_Task to complete_
Show all lines containing "KHARAZI" from the data below.

_Record extracts_

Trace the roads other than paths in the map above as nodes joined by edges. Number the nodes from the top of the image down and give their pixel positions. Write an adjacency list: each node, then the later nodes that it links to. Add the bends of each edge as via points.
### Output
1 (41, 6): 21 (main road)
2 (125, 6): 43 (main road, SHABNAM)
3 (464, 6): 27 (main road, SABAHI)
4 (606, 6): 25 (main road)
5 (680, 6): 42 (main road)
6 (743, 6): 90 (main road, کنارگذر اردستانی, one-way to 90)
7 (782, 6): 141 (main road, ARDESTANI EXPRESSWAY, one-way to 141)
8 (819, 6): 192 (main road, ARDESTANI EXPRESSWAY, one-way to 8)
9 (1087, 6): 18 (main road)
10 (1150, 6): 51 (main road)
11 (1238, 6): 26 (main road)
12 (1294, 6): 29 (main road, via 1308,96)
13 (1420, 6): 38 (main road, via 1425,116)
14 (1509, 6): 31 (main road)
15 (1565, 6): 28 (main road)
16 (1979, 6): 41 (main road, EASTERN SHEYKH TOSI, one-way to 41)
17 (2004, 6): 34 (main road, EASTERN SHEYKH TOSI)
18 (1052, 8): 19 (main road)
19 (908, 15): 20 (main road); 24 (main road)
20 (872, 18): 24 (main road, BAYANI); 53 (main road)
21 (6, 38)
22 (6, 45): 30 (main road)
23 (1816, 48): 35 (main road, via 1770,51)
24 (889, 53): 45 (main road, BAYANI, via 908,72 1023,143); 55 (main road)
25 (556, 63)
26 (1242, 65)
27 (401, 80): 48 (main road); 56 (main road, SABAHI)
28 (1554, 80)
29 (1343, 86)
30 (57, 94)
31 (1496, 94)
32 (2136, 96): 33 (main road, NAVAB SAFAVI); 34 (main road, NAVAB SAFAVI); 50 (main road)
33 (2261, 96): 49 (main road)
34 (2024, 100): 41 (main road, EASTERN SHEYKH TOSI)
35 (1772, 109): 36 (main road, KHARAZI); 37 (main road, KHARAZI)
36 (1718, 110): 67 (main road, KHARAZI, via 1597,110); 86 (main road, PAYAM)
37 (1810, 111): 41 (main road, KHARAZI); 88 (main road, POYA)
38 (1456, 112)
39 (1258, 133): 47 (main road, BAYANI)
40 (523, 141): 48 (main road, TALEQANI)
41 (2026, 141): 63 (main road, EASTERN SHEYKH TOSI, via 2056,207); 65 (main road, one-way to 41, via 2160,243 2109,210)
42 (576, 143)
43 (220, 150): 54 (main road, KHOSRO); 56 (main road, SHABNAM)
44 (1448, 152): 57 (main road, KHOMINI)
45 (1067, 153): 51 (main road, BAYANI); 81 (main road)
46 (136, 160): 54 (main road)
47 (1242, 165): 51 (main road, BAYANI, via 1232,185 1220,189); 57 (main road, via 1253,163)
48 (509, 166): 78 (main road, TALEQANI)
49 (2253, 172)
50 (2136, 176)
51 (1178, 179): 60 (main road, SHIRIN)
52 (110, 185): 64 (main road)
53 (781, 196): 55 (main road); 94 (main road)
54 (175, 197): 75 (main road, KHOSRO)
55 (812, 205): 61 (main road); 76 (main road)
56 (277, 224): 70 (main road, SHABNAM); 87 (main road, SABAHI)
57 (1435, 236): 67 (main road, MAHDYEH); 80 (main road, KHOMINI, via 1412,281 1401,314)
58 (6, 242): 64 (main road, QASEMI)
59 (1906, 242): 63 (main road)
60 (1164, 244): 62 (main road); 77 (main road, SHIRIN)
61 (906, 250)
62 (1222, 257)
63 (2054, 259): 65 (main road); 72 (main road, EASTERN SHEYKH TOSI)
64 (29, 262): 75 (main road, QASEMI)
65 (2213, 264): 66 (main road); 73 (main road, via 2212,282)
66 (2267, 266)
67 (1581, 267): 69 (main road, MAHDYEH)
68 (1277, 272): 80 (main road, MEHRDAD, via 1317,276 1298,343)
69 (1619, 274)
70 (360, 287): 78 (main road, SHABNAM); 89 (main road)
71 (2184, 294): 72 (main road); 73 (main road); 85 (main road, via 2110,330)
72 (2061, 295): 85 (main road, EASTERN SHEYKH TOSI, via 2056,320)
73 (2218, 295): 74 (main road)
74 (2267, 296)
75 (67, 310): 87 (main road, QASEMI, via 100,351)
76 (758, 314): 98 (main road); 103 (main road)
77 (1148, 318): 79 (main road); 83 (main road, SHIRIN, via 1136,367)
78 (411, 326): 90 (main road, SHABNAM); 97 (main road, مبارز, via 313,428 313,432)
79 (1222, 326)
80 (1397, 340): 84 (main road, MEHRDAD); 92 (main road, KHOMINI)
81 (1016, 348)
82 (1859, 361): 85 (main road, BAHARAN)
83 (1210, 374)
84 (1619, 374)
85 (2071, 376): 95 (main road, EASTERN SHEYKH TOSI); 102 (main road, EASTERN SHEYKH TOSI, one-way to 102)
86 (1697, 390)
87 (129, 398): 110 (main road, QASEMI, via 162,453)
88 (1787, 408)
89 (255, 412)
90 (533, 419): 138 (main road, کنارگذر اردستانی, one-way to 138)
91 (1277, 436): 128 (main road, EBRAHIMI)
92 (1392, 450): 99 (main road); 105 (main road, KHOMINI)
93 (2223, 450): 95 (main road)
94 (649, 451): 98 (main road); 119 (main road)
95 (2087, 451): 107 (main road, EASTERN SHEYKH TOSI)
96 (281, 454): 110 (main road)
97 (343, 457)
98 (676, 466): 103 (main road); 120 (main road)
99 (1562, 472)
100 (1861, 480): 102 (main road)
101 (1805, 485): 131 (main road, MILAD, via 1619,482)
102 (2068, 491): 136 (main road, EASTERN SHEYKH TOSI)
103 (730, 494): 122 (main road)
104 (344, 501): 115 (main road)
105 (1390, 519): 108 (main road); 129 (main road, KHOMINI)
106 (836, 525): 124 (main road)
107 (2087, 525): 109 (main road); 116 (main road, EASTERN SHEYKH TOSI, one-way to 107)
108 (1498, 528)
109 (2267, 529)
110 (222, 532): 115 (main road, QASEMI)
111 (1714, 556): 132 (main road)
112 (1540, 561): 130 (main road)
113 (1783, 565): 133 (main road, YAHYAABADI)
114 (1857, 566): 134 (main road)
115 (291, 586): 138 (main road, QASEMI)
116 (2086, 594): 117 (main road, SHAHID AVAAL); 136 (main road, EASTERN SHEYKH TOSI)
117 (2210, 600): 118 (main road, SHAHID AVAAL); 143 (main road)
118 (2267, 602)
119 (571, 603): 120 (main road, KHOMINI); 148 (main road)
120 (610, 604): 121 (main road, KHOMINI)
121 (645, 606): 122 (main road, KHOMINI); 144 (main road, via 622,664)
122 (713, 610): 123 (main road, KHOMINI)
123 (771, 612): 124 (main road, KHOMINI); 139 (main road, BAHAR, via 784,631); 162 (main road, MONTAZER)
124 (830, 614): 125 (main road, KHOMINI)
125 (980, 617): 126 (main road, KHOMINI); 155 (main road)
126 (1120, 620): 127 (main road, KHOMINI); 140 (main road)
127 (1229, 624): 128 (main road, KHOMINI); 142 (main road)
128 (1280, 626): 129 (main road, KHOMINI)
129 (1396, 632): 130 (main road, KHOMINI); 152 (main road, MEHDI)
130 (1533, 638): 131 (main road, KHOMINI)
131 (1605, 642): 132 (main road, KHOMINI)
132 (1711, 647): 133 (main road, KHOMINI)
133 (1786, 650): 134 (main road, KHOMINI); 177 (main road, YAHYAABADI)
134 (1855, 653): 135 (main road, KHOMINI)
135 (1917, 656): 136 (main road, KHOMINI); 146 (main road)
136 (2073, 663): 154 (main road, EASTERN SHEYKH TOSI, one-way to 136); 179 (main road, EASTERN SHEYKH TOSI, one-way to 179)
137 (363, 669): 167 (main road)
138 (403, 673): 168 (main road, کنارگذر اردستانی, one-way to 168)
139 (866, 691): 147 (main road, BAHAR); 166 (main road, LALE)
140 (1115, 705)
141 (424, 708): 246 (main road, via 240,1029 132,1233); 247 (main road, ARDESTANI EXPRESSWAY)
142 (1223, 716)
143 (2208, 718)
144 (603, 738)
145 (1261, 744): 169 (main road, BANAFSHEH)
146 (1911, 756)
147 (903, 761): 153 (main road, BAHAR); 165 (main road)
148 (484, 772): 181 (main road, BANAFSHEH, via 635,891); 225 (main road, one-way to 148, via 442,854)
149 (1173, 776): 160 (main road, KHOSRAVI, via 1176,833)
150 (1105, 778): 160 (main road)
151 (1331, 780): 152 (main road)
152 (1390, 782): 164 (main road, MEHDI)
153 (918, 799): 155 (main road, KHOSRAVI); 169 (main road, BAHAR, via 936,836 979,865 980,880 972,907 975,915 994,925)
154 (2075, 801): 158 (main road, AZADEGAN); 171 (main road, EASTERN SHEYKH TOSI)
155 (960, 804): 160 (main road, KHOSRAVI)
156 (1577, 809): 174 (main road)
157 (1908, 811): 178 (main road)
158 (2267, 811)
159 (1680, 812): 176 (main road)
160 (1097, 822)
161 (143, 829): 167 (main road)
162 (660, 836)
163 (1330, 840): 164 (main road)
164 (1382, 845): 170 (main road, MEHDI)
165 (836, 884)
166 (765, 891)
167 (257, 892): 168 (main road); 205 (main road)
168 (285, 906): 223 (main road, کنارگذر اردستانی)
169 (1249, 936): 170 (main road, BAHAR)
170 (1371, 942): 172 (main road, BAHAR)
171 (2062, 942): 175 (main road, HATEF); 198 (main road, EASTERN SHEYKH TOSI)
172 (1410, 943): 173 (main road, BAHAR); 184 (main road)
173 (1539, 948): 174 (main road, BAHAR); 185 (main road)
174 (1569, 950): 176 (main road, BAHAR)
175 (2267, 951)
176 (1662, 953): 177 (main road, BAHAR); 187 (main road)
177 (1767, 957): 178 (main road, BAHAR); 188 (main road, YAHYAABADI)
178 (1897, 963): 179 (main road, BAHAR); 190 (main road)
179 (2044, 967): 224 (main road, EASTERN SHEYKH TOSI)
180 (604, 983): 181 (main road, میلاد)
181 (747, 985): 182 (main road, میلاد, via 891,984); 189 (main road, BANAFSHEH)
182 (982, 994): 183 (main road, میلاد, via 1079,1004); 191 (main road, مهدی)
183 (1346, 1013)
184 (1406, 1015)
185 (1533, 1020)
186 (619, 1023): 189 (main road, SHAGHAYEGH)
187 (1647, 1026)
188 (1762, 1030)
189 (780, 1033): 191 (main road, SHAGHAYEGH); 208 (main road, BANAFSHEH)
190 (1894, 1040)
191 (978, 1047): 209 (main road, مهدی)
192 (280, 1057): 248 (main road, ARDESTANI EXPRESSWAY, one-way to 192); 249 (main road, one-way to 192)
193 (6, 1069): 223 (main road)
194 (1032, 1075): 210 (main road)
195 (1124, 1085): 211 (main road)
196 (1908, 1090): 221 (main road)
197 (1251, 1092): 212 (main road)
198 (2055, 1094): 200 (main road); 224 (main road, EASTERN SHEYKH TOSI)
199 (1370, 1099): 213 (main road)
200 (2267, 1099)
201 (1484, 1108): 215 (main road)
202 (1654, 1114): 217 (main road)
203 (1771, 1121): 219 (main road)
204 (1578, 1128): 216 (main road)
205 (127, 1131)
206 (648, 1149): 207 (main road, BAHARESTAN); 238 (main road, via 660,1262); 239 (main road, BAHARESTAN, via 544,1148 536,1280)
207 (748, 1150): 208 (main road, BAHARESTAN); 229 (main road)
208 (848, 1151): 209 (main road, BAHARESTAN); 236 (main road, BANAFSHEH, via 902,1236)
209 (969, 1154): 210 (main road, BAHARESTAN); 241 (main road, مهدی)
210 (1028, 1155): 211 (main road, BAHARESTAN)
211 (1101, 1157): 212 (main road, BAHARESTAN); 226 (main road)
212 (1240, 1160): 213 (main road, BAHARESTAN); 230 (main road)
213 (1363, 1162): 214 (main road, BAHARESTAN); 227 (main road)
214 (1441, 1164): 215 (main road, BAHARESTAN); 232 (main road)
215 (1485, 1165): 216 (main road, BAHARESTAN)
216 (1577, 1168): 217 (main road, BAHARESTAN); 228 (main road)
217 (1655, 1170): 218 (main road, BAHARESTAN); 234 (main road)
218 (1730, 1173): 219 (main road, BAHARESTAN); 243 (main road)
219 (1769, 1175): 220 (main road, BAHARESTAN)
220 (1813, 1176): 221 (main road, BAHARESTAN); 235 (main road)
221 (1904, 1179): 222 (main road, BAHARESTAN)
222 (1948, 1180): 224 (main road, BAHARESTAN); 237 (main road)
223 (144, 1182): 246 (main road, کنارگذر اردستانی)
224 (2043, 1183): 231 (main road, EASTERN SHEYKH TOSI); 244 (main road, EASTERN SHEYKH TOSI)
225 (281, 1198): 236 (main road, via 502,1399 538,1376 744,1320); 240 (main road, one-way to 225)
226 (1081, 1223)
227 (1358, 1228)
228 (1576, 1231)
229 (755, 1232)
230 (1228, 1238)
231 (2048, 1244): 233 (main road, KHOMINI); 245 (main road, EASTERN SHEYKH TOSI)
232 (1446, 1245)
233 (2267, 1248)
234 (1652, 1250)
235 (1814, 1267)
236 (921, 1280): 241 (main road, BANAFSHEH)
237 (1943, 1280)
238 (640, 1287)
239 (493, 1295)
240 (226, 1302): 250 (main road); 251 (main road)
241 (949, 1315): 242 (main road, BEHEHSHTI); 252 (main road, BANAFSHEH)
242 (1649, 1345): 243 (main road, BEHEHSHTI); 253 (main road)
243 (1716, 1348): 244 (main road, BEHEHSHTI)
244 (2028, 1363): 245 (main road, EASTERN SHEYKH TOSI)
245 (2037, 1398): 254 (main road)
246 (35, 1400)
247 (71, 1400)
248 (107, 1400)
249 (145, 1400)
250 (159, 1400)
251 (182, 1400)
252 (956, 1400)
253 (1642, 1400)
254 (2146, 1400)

_Solution for this task_
35 (1772, 109): 36 (main road, KHARAZI); 37 (main road, KHARAZI)
36 (1718, 110): 67 (main road, KHARAZI, via 1597,110); 86 (main road, PAYAM)
37 (1810, 111): 41 (main road, KHARAZI); 88 (main road, POYA)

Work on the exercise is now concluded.